The Aryans further moved towards east in the Later Vedic Period. The Satapatha Brahmana refers to the expansion of Aryans to the eastern Gangetic plains. Several tribal groups and kingdoms are mentioned in the later Vedic literature. One important development during this period is the growth of large kingdoms. Kuru and Panchala kingdoms flourished in the beginning. Parikshat and Janamejaya were the famous rulers of Kuru kingdom. Pravahana Jaivali was a popular king of the Panchalas. He was a patron of learning. After the fall of Kurus and Panchalas, other kingdoms like Kosala, Kasi and Videha came into prominence. The famous ruler of Kasi was Ajatasatru. Janaka was the king of Videha with its capital at Mithila. His court was adorned by scholar Yajnavalkya. Magadha, Anga and Vanga seem to be the easternmost tribal kingdoms. The later Vedic texts also refer to the three divisions of India - Aryavarta (northern India), Madhyadesa (central India) and Dakshinapatha (southern India).
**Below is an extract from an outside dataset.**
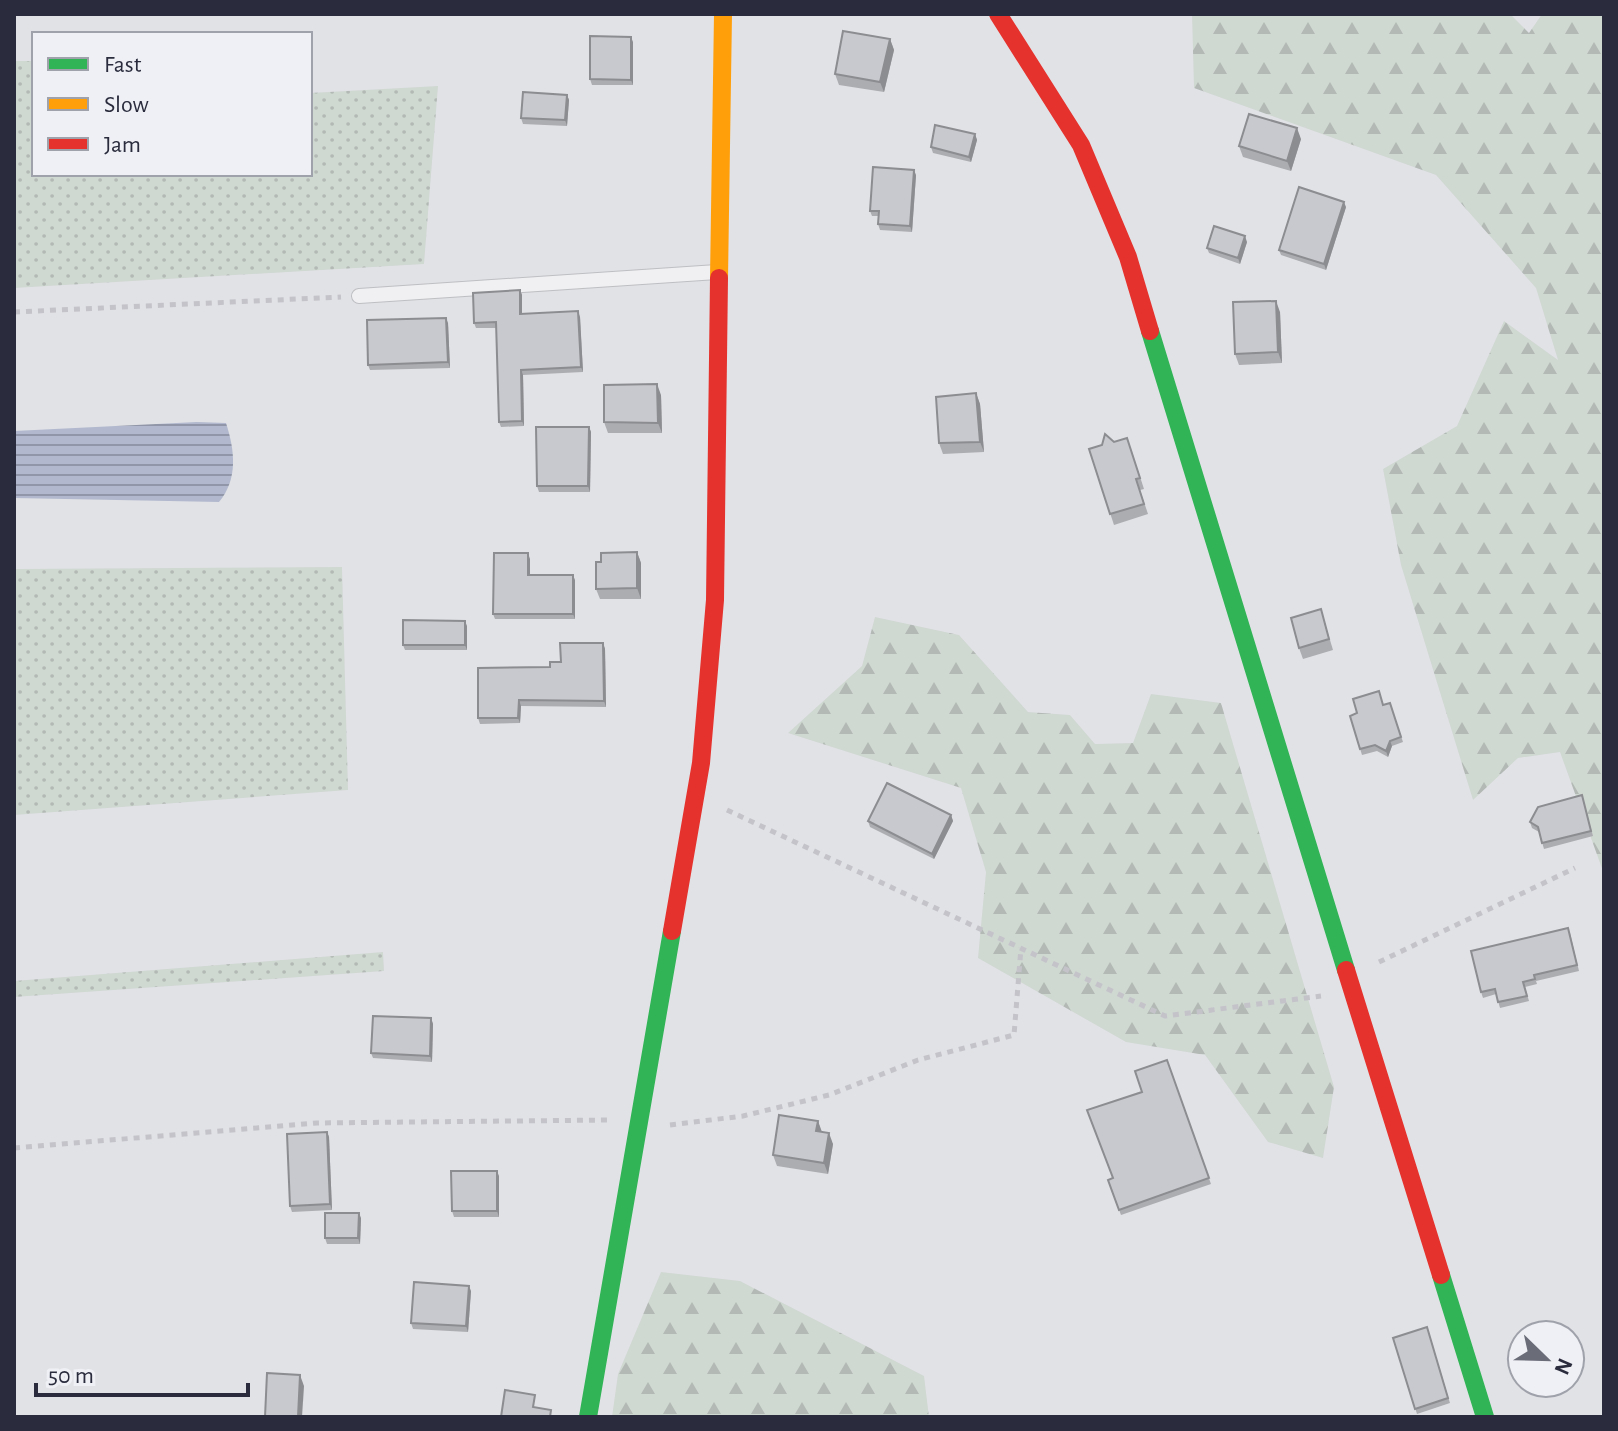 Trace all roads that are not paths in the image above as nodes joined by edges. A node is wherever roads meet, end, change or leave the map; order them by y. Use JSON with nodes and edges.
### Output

Larger kingdoms were formed during the later Vedic period. Many jana or tribes were amalgamated to form janapadas or rashtras in the later Vedic period. Hence the royal power had increased along with the increase in the size of kingdom. The king performed various rituals and sacrifices to strengthen his position. They include Rajasuya (consecration ceremony), Asvamedha (horse sacrifice) and Vajpeya (chariot race). The kings also assumed titles like Rajavisvajanan, Ahilabhuvanapathi, (lord of all earth), Ekrat and Samrat (sole ruler).
In the later Vedic period, a large number of new officials were involved in the administration in addition to the existing purohita,senani and gramani. They include the treasury officer, tax collector and royal messenger. At the lower levels, the administration was carried on by the village assemblies. The importance of the Samiti and the Sabha had diminished during the later Vedic period.
Iron was used extensively in this period and this enabled the people to clear forests and to bring more land under cultivation. Agriculture became the chief occupation. Improved types of implements were used for cultivation. Besides barley, rice and wheat were grown. Knowledge of manure was another improvement. Industrial activity became more varied and there was greater specialization. Metal work, leather work, carpentry and pottery made great progress. In addition to internal trade, foreign trade became extensive. The Later Vedic people were familiar with the sea and they traded with countries like Babylon. A class of hereditary merchants (vaniya) came into existence. Vaisyas also carried on trade and commerce. They organized themselves into guilds known as ganas. Besides nishka of the Rig Vedic period, gold and silver coins like satamana and krishnala were used as media of exchange.
The four divisions of society (Brahmins, Kshatriyas, Vaisyas and Sudras) or the Varna system was thoroughly established during the Later Vedic period. The two higher classes - Brahmana, and Kshatriya enjoyed privileges that were denied to the Vaisya and Sudra. A Brahmin occupied a higher position than a Kshatriya but sometimes Kshatriyas claimed a higher status over the Brahmins. Many sub-castes on the basis of their occupation appeared in this period.
In the family, the power of the father increased during the Later Vedic period. There was no improvement in the status of women. They were still considered inferior and subordinate to men. Women also lost their political rights of attending assemblies. Child marriages had become common. According the Aitreya Brahmana a daughter has been described as a source of misery. However, the women in the royal household enjoyed certain privileges.
Gods of the Early Vedic period like Indra and Agni lost their importance. Prajapathi (the creator), Vishnu (the protector) and Rudra (the destroyer) became prominent during the Later Vedic period. Sacrifices were still important and the rituals connected with them became more elaborate. The importance of prayers declined and that of sacrifices increased. Priesthood became a profession and a hereditary one. The formulae for sacrifices were invented and elaborated by the priestly class. Therefore, towards the end of this period there was a strong reaction against priestly domination and against sacrifices and rituals. The rise of Buddhism and Jainism was the direct result of these elaborate sacrifices. Also, the authors of the Upanishads, which is the essence of Hindu philosophy, turned away from the useless rituals and insisted on true knowledge (jnana) for peace and salvation.